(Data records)

-------------------------

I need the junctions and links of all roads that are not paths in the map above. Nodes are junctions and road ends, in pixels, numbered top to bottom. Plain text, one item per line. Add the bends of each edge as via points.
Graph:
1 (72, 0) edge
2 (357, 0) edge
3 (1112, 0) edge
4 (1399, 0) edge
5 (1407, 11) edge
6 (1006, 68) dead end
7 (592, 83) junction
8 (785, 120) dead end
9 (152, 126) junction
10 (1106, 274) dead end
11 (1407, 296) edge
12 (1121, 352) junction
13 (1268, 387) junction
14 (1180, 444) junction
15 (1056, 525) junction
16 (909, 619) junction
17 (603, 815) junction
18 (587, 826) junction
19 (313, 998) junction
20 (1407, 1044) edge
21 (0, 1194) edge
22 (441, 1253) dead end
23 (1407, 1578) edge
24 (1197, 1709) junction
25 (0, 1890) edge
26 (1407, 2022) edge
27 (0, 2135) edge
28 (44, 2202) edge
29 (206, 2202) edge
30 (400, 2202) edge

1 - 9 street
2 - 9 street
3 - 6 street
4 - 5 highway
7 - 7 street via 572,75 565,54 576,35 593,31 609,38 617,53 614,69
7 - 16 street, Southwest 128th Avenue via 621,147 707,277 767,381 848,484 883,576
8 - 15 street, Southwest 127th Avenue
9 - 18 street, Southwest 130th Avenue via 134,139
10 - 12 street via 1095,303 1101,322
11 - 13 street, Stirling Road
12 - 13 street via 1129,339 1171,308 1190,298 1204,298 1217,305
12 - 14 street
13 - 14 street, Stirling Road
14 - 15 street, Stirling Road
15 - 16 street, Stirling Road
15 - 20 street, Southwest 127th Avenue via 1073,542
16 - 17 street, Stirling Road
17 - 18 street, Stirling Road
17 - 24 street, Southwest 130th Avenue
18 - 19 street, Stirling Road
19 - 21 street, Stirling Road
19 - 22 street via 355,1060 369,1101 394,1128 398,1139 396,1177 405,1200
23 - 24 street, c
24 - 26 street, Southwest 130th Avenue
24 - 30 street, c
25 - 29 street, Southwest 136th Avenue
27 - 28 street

-------------------------

__Required work__. Once you have read the records, output each one exactly as written.

__Solved problem__.
I need the junctions and links of all roads that are not paths in the map above. Nodes are junctions and road ends, in pixels, numbered top to bottom. Plain text, one item per line. Add the bends of each edge as via points.
Graph:
1 (72, 0) edge
2 (357, 0) edge
3 (1112, 0) edge
4 (1399, 0) edge
5 (1407, 11) edge
6 (1006, 68) dead end
7 (592, 83) junction
8 (785, 120) dead end
9 (152, 126) junction
10 (1106, 274) dead end
11 (1407, 296) edge
12 (1121, 352) junction
13 (1268, 387) junction
14 (1180, 444) junction
15 (1056, 525) junction
16 (909, 619) junction
17 (603, 815) junction
18 (587, 826) junction
19 (313, 998) junction
20 (1407, 1044) edge
21 (0, 1194) edge
22 (441, 1253) dead end
23 (1407, 1578) edge
24 (1197, 1709) junction
25 (0, 1890) edge
26 (1407, 2022) edge
27 (0, 2135) edge
28 (44, 2202) edge
29 (206, 2202) edge
30 (400, 2202) edge

1 - 9 street
2 - 9 street
3 - 6 street
4 - 5 highway
7 - 7 street via 572,75 565,54 576,35 593,31 609,38 617,53 614,69
7 - 16 street, Southwest 128th Avenue via 621,147 707,277 767,381 848,484 883,576
8 - 15 street, Southwest 127th Avenue
9 - 18 street, Southwest 130th Avenue via 134,139
10 - 12 street via 1095,303 1101,322
11 - 13 street, Stirling Road
12 - 13 street via 1129,339 1171,308 1190,298 1204,298 1217,305
12 - 14 street
13 - 14 street, Stirling Road
14 - 15 street, Stirling Road
15 - 16 street, Stirling Road
15 - 20 street, Southwest 127th Avenue via 1073,542
16 - 17 street, Stirling Road
17 - 18 street, Stirling Road
17 - 24 street, Southwest 130th Avenue
18 - 19 street, Stirling Road
19 - 21 street, Stirling Road
19 - 22 street via 355,1060 369,1101 394,1128 398,1139 396,1177 405,1200
23 - 24 street, c
24 - 26 street, Southwest 130th Avenue
24 - 30 street, c
25 - 29 street, Southwest 136th Avenue
27 - 28 street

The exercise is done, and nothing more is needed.